◆ **What is expected**:
In the entries below, find every line holding the string "Bazaar" and collect it.

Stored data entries

******

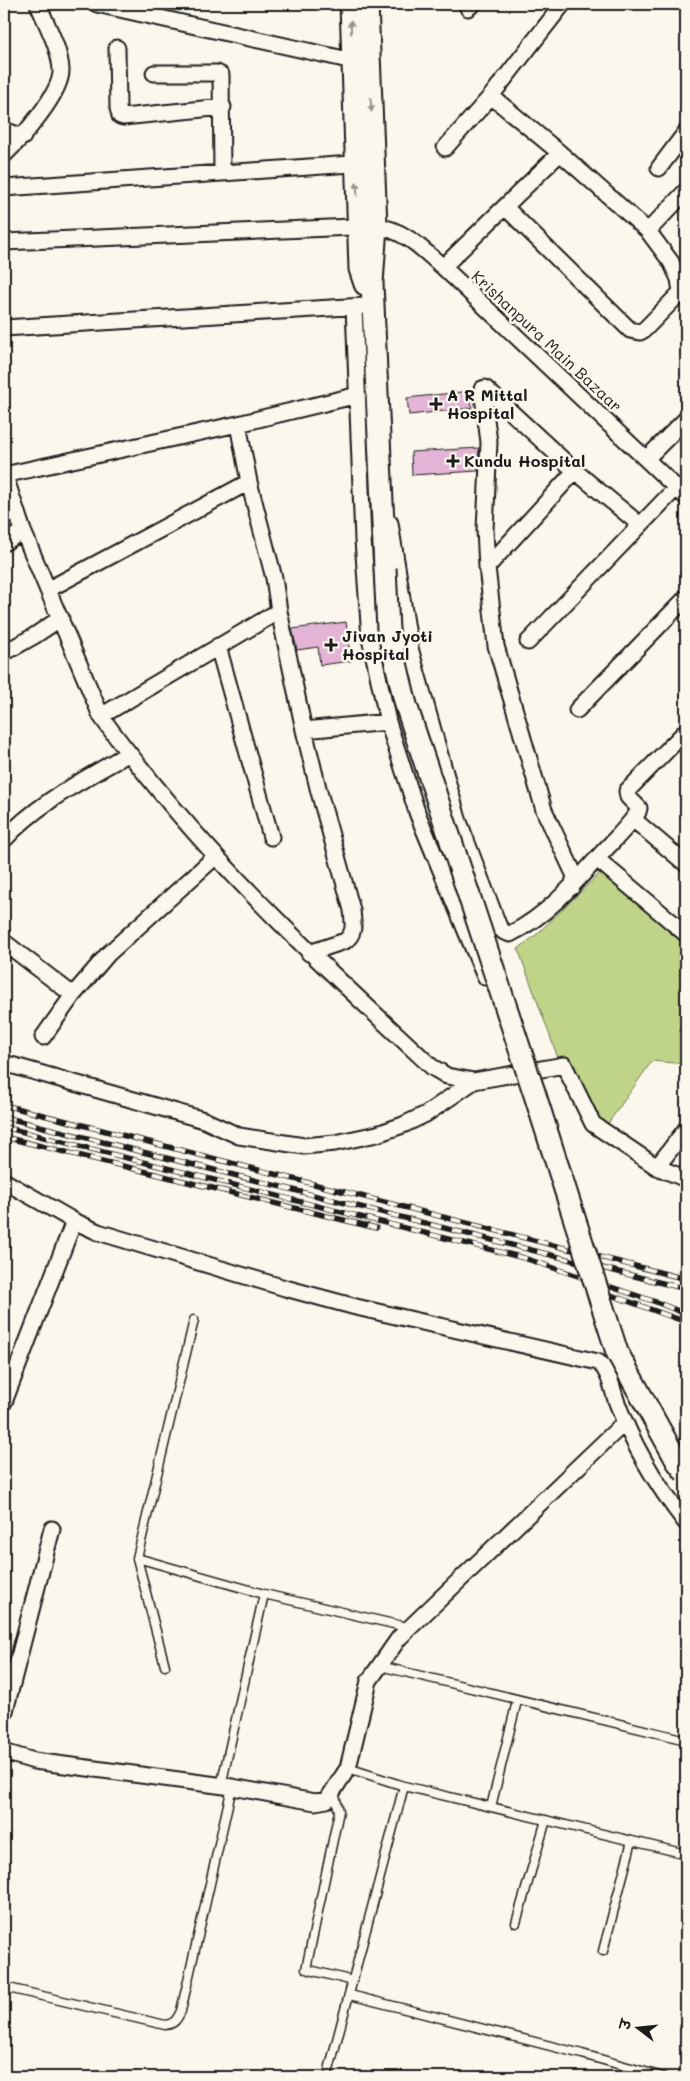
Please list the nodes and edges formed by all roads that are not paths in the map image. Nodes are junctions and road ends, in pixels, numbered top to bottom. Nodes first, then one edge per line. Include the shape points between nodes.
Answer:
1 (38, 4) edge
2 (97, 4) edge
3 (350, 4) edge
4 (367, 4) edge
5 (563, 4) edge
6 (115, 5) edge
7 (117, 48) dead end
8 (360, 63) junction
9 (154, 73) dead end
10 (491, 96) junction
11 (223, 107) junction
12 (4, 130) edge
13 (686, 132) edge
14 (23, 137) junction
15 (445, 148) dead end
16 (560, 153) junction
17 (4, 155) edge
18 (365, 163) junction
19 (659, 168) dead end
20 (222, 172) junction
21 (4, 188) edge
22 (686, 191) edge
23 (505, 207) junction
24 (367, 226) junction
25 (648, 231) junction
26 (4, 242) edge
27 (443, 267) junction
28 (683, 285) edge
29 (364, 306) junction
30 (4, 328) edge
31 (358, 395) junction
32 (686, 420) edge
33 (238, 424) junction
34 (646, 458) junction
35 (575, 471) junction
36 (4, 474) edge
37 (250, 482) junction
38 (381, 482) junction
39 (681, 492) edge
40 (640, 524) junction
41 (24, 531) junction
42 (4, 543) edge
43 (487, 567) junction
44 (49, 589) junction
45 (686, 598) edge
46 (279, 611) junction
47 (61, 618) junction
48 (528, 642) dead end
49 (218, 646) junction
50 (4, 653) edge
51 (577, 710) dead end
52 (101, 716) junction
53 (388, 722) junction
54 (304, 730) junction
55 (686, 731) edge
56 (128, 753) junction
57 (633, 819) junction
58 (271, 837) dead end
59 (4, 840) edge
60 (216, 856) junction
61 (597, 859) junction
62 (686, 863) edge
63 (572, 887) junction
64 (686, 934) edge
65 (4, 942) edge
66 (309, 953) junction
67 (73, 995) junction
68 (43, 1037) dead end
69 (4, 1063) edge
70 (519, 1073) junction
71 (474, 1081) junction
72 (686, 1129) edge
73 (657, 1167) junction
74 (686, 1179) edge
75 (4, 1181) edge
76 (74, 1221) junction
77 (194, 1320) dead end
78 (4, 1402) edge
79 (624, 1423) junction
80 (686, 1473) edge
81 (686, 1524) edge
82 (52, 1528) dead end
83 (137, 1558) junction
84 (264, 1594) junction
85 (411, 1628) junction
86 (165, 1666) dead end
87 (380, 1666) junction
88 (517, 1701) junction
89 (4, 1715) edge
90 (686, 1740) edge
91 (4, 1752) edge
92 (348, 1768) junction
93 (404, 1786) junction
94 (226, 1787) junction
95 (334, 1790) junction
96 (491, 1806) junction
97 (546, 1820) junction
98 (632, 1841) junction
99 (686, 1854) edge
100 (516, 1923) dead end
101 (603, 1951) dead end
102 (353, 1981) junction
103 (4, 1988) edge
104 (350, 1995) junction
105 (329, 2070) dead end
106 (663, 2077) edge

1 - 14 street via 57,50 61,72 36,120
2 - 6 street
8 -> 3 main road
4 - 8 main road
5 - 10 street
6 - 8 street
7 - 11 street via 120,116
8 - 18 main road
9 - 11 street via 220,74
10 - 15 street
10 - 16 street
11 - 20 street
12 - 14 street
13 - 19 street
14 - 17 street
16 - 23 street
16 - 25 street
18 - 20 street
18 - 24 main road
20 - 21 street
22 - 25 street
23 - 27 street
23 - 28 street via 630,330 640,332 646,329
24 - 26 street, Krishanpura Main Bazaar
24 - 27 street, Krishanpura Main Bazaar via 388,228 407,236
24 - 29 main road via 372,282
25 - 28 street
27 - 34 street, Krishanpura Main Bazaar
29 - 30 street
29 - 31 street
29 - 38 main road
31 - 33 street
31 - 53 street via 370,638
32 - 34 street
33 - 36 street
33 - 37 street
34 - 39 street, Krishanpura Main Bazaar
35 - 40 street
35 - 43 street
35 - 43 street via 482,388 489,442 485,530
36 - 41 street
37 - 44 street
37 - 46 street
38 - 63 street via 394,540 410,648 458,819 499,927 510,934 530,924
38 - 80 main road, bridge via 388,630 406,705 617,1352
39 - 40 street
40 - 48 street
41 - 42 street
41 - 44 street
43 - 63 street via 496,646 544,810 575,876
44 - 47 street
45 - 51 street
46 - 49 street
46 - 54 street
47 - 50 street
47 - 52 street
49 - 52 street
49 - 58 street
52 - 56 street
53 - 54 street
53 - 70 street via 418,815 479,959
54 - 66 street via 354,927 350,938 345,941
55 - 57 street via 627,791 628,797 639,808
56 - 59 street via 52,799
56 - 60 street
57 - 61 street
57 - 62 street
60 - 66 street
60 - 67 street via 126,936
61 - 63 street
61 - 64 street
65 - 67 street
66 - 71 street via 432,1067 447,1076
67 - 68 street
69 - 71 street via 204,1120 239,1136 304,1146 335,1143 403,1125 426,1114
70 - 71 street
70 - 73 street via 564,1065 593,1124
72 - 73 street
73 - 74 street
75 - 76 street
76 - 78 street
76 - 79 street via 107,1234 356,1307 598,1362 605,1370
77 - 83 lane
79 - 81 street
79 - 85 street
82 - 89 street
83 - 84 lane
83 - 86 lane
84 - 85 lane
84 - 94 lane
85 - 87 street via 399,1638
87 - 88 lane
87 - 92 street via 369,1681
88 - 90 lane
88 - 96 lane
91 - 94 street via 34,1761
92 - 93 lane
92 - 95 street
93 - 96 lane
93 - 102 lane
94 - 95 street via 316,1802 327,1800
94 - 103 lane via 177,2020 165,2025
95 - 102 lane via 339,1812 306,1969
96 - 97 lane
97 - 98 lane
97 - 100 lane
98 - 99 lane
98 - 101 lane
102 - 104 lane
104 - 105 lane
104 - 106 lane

******

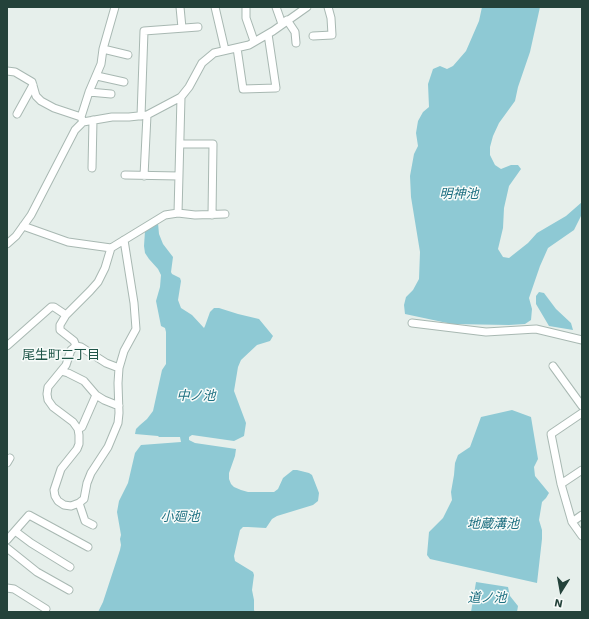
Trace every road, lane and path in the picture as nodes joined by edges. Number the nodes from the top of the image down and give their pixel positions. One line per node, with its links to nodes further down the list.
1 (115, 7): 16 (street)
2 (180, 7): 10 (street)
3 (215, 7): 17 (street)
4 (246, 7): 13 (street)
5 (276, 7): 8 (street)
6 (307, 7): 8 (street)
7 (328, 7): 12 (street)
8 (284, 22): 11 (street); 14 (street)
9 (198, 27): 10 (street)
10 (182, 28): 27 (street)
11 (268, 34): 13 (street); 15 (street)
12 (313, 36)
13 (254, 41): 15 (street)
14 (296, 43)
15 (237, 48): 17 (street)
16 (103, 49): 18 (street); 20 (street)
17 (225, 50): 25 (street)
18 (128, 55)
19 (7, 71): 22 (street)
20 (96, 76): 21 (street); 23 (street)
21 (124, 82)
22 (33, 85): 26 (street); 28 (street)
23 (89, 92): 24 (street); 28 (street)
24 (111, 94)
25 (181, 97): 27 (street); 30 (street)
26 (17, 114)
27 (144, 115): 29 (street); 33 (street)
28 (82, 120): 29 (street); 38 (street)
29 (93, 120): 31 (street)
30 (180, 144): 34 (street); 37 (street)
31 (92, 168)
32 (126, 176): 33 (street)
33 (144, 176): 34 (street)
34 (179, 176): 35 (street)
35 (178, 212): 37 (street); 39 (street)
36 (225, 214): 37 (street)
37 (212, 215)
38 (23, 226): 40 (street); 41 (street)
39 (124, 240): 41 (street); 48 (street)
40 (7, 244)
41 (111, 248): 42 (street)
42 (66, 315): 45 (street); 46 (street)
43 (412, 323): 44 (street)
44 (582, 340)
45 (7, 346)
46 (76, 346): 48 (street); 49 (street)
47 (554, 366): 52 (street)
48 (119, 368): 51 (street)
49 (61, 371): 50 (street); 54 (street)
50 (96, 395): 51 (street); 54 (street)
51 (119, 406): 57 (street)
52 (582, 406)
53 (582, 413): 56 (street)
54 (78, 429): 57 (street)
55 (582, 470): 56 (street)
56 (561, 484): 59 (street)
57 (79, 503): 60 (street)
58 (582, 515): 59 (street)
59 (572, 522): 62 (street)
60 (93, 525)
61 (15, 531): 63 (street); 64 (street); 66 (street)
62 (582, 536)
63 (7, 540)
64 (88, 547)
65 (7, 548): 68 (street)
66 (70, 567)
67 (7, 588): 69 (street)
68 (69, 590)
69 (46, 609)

******

◆ **Task solution**:
24 - 26 street, Krishanpura Main Bazaar
24 - 27 street, Krishanpura Main Bazaar via 388,228 407,236
27 - 34 street, Krishanpura Main Bazaar
34 - 39 street, Krishanpura Main Bazaar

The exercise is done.